I contratti che vengono stipulati in azienda sono quelli tipici del mondo agricolo: "Facciamo contratti avventizi, a chiamata o a giornata" spiega.

"In realtà, se i ragazzi iniziano, poi lavorano tutti i giorni e questi contratti nel tempo vengono trasformati in contratti a tempo indeterminato".

Ma quali sono le caratteristiche che deve avere chi aspira a un tirocinio nella cantina Caprai? "Per noi il 90% è costituito dalla motivazione" racconta Dell'Orto. "Quest’anno ho chiesto a Confagricoltura se potessimo avere un ruolo diretto nell’orientamento: tanti ragazzi non conoscono nulla del mondo vitivinicolo, e la realtà dell’agricoltura va raccontata". La maggior parte dei ragazzi crede di poter iniziare con un percorso da agronomo, ma in realtà "il punto di caduta sono le lavorazioni in campo", conferma dell'Orto. "Ma se i ragazzi sono motivati e interessati, in breve tempo iniziano ad avere in cantina ruoli di gestione e responsabilità dei gruppi. Le aziende più piccole hanno una posizione unica, e se un ragazzo entra con umiltà e costruisce buone interazioni, è possibile che dopo un po’ diventi responsabile della cantina" conclude. "È innegabile che i ragazzi, per fare questo, debbano essere innanzi tutto coinvolti in modo molto onesto ed essere motivati".

Il grande vantaggio che fornisce questo ITS, secondo Dell'Orto, è "avere un taglio molto pratico sul lavoro: mette subito in luce quali sono le problematiche e dà una formazione tecnica importante. Si può conoscere il mondo della viticultura in ITS e poi decidere di proseguire gli studi" spiega. "L’università ha poche possibilità di inserirti così tanto in un mondo operativo per mostrarti come funziona davvero. L'ITS è completamente gratuito, e prevede anche momenti di visita nei territori vitati d’italia, per poter vedere sul campo quello che si fa".

Ovviamente, la formazione tecnica apre anche altre possibilità, ad esempio la comunicazione enologica: "Il valore enorme che ha questo ITS è formare persone che sappiano potare un vigneto e poi fare marketing su quello" prosegue.
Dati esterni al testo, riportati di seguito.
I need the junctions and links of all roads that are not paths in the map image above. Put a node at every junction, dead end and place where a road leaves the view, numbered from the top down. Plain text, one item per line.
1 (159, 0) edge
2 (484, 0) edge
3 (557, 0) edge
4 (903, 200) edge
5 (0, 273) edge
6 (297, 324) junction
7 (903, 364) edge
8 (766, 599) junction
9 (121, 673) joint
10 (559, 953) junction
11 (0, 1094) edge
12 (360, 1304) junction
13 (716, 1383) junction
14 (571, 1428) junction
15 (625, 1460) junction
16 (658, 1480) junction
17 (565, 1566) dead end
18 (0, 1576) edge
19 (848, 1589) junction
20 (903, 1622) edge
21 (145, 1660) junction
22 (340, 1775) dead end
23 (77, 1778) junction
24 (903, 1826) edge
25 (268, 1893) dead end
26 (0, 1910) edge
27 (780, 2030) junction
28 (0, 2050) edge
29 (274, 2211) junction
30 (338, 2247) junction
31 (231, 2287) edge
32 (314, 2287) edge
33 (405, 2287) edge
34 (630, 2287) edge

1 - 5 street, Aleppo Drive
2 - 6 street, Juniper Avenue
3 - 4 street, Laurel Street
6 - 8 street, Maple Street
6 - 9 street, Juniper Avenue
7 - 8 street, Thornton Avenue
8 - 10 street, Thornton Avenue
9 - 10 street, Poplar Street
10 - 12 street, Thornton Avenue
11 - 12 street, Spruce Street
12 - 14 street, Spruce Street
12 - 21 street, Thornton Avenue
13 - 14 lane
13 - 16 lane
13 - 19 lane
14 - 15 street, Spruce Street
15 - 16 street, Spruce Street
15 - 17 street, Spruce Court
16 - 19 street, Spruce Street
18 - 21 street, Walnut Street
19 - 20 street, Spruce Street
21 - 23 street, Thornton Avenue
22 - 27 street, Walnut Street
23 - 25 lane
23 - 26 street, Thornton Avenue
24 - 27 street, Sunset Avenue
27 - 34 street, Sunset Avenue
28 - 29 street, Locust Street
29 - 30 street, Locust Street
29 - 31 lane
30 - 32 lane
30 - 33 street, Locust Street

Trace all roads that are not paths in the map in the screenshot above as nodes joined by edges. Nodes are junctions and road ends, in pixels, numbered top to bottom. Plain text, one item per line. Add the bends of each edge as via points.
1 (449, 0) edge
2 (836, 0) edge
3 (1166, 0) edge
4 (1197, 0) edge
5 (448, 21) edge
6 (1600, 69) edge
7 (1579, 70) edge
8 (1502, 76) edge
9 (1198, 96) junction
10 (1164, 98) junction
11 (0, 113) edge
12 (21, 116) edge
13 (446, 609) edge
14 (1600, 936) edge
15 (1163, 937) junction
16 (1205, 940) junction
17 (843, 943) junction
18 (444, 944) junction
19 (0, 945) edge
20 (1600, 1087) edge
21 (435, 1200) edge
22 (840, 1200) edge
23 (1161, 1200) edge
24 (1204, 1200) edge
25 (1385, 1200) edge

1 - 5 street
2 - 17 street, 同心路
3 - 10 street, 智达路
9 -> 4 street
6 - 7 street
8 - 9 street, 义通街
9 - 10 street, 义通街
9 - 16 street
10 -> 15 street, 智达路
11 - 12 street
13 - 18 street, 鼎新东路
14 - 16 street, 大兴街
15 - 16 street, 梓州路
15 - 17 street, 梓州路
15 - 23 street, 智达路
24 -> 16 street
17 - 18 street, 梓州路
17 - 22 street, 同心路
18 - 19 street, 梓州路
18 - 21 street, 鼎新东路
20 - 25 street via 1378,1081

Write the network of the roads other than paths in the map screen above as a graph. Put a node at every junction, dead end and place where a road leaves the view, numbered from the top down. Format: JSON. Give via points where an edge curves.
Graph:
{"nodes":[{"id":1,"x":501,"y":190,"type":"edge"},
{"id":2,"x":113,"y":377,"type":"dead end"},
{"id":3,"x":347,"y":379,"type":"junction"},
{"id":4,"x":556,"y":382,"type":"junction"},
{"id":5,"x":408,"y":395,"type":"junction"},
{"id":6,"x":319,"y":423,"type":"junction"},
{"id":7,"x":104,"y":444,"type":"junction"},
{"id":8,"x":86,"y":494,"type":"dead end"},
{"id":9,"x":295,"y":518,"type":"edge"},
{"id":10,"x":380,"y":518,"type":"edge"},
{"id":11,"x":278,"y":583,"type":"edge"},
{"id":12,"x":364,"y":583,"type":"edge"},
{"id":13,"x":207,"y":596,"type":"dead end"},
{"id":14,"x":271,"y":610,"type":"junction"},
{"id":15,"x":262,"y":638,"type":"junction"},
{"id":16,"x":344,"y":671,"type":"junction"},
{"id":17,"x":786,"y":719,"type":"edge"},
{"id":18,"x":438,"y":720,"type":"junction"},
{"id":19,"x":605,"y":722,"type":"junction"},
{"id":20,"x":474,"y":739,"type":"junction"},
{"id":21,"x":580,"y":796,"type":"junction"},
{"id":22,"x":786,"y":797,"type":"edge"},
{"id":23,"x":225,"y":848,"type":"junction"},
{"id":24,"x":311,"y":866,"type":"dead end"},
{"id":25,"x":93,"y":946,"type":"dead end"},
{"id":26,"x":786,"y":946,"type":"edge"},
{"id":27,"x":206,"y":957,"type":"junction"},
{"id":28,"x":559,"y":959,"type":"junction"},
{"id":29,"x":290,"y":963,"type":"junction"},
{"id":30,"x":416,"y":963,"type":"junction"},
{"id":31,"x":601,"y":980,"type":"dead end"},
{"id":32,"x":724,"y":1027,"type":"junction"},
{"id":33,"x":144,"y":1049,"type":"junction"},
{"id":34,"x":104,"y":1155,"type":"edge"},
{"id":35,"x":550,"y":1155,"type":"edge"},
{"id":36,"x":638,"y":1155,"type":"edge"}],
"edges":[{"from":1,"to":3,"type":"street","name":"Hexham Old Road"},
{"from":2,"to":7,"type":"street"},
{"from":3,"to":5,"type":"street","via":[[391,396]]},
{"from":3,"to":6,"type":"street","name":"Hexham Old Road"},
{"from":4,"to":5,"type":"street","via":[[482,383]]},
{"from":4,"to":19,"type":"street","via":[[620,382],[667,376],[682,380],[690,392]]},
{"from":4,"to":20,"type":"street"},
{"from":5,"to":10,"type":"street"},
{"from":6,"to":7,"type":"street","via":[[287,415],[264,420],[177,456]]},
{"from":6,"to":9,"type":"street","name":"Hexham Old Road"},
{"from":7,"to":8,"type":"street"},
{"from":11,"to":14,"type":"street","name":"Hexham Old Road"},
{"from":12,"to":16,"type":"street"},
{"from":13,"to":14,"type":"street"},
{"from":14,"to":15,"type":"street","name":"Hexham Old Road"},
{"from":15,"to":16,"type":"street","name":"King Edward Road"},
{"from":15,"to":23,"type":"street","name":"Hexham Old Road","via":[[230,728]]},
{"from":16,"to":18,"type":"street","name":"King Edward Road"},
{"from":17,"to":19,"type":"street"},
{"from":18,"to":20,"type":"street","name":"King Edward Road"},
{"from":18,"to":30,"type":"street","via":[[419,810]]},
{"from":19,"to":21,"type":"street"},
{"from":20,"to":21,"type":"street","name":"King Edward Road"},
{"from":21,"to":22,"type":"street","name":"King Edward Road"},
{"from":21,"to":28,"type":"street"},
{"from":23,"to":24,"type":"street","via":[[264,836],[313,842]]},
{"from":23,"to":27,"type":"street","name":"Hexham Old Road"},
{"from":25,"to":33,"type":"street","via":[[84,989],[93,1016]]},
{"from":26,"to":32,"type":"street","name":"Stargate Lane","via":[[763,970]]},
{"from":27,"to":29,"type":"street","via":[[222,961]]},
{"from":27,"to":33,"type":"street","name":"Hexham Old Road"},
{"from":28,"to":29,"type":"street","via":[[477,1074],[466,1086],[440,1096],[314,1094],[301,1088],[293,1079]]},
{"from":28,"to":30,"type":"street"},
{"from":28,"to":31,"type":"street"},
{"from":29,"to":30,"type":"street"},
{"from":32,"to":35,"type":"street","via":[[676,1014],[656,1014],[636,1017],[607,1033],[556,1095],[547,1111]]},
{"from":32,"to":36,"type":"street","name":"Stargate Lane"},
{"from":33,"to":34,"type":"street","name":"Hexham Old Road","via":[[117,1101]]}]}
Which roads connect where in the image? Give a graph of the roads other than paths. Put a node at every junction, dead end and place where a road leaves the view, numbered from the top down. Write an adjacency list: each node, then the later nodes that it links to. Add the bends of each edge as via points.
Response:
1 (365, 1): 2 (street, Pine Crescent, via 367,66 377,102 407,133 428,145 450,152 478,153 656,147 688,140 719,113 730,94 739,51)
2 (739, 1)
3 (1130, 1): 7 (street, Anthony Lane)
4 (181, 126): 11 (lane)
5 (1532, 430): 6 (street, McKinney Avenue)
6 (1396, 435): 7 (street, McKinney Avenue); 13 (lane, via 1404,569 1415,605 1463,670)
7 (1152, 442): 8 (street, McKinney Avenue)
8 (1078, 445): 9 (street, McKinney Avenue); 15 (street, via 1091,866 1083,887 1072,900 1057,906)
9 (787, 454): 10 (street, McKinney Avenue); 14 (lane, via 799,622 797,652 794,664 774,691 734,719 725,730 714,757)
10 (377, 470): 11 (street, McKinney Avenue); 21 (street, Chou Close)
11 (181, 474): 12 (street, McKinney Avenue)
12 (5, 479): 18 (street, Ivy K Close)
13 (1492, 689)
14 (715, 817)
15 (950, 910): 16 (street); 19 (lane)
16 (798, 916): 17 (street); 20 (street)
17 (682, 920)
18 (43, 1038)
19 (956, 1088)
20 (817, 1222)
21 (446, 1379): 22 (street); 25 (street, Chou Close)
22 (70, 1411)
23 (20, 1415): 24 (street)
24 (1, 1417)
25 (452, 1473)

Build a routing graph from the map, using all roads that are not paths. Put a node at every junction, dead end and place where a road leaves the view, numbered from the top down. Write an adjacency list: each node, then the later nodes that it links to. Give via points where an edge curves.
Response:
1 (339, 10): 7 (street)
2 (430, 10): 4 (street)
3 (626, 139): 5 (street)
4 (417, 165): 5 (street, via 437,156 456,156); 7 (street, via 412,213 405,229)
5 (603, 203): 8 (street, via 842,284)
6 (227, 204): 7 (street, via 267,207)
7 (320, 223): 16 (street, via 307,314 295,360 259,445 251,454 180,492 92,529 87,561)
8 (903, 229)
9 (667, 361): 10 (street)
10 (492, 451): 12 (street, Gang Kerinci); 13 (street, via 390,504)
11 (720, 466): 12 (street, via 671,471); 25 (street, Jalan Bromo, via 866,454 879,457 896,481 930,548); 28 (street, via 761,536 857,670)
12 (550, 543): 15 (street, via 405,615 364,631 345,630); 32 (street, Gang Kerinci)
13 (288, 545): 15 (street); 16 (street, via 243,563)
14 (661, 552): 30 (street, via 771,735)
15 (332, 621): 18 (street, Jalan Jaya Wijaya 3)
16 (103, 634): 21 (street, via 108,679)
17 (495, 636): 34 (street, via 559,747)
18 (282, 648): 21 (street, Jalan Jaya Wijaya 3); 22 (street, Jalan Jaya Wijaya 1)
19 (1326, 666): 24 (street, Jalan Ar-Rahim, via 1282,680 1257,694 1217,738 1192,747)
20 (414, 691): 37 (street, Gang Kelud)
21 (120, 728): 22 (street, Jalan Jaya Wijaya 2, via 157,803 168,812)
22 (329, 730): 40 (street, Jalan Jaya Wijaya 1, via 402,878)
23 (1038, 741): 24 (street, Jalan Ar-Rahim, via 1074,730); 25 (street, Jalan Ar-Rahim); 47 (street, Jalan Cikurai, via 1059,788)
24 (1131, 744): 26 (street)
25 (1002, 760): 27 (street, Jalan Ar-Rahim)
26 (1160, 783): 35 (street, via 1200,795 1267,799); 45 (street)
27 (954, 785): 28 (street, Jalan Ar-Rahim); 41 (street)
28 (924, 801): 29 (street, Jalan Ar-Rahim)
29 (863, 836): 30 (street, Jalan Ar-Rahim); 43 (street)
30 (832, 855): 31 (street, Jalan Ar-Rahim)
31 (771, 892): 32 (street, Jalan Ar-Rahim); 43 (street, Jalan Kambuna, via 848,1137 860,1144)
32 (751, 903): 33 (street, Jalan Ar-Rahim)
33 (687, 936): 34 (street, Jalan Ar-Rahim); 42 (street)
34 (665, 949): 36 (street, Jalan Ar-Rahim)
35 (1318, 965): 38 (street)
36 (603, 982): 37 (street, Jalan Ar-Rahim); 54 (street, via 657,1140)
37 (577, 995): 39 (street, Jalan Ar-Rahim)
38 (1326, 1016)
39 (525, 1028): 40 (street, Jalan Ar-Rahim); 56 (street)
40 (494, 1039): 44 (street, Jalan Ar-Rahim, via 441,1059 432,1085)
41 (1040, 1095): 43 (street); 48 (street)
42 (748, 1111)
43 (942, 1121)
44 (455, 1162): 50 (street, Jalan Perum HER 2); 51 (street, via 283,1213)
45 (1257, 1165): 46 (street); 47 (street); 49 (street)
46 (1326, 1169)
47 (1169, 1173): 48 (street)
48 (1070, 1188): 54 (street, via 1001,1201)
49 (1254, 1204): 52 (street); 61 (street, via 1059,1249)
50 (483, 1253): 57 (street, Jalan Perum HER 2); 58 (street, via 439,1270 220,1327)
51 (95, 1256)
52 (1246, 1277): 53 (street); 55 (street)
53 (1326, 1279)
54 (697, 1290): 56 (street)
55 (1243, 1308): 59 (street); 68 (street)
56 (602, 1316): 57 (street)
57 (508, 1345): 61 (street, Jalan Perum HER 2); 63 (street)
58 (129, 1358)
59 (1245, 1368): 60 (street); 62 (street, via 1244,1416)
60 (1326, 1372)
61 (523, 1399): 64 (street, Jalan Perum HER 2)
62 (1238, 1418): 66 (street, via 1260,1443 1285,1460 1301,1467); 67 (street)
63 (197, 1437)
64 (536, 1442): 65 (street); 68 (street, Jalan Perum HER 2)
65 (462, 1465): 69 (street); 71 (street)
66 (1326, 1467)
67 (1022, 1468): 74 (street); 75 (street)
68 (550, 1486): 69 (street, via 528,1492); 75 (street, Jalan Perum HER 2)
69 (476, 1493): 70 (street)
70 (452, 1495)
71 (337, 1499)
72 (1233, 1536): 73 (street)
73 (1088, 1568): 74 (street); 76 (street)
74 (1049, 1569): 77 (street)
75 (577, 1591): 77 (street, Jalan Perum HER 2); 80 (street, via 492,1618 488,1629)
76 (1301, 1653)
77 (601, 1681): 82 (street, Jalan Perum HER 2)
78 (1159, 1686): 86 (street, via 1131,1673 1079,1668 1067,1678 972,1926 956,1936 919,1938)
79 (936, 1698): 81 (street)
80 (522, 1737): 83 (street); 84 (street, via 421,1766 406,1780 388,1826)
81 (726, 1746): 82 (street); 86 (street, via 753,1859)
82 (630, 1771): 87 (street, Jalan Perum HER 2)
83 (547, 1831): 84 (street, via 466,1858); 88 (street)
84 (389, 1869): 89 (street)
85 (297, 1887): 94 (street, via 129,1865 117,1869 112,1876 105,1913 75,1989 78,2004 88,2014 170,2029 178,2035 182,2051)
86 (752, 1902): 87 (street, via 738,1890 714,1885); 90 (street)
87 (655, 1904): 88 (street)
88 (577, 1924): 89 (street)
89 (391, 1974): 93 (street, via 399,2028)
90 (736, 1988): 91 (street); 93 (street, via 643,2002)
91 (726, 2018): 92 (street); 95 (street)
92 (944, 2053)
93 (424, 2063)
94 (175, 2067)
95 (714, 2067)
"Facciamo anche giornate di degustazione professionale: per chi non si vede nel settore agricolo o di cantina questa formazione apre comunque prospettive". Si può insomma, lavorare sulla promozione del vino, conoscendone però anche tutti gli aspetti produttivi, che è il vero valore aggiunto: "La viticoltura in italia si apre anche all’accoglienza e al turismo, l'ambito che fa il maggior fatturato".